Chaos-assisted directional light emission from microcavity lasers

TL;DR

This paper demonstrates how dynamical tunneling in ray-chaotic microcavities leads to directional light emission, confirmed through experiments and theoretical analysis of unstable manifolds.

Contribution

It provides the first experimental evidence linking dynamical tunneling to directional emission in microcavities with a detailed theoretical explanation.

Findings

Directional emission results from tunneling to chaotic modes

Experimental observations match theoretical predictions

Unstable manifolds explain emission directionality

Abstract

We study the effect of dynamical tunneling on emission from ray-chaotic microcavities by introducing a suitably designed deformed disk cavity.
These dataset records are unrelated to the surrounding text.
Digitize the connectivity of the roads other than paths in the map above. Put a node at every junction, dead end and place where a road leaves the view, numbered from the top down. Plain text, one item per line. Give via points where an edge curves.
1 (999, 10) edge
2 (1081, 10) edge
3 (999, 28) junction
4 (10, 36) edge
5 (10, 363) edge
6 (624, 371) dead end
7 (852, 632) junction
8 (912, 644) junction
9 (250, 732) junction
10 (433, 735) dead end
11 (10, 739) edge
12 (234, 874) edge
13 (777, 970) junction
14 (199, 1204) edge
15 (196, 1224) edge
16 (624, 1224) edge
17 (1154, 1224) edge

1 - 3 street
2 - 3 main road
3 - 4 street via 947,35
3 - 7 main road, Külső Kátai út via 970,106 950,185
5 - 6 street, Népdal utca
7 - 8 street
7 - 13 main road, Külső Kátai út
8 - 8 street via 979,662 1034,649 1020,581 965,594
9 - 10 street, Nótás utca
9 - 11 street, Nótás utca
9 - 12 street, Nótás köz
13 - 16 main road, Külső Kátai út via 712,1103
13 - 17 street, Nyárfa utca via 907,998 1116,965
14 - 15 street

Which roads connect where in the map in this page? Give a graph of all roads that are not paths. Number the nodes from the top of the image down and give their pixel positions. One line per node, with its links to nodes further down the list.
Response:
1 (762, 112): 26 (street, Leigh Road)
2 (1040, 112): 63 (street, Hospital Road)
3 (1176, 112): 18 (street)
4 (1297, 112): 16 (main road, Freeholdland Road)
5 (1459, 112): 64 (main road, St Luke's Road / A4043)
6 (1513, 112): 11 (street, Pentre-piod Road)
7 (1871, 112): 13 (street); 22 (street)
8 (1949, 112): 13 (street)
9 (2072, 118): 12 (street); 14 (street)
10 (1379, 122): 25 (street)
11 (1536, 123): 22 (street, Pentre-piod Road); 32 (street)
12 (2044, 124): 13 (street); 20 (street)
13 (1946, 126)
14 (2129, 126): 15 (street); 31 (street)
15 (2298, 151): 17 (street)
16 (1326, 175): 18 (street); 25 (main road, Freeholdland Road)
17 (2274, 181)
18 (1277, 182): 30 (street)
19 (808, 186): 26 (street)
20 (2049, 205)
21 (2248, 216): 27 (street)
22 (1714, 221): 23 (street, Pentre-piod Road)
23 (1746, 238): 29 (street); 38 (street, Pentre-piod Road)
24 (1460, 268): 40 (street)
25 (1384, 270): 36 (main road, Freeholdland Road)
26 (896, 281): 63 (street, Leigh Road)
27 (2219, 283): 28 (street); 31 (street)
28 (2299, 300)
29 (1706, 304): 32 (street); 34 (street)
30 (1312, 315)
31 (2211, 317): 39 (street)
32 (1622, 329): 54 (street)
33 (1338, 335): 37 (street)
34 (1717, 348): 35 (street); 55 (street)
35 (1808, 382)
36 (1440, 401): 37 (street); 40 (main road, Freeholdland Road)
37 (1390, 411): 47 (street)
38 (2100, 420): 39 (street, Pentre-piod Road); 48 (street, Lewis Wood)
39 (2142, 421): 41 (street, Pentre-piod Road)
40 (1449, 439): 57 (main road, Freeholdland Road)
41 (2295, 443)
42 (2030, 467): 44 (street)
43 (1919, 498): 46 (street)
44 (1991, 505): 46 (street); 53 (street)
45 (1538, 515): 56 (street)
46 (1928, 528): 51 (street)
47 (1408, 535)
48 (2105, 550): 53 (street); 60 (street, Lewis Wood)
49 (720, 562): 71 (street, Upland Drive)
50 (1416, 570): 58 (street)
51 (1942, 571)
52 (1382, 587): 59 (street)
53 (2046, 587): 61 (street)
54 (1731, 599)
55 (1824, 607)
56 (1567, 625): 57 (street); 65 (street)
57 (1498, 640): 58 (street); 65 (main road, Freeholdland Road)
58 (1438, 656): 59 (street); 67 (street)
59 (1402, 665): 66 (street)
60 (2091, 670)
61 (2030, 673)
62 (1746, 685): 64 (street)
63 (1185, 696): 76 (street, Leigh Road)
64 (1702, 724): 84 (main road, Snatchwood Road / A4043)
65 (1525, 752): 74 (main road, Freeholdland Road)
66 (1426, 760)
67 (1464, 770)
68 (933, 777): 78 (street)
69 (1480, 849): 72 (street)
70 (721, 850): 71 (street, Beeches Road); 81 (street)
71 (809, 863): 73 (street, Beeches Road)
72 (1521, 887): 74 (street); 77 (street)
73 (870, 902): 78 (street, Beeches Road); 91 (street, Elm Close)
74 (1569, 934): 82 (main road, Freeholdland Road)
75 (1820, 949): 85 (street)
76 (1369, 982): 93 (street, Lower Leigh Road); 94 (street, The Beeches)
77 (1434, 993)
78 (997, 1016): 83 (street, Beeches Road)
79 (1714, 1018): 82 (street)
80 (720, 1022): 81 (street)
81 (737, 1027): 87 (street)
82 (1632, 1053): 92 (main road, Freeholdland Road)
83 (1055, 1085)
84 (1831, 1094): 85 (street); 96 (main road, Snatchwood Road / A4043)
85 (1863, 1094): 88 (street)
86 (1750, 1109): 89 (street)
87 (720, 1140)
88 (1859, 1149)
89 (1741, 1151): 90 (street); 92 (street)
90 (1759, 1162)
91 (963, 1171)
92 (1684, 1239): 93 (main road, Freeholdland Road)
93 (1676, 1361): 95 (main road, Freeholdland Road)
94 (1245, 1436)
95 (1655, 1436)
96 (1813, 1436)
We focus on its high quality factor modes strongly localized along a stable periodic ray orbit confined by total internal reflection. It is shown that dominant emission originates from the tunneling from the periodic ray orbit to chaotic ones; the latter eventually escape from the cavity refractively, resulting in directional emission that is unexpected from the geometry of the periodic orbit, but fully explained by unstable manifolds of chaotic ray dynamics. Experimentally performing selective excitation of those modes, we succeeded in observing the directional emission in good agreement with theoretical prediction. This provides decisive experimental evidence of dynamical tunneling in a ray-chaotic microcavity.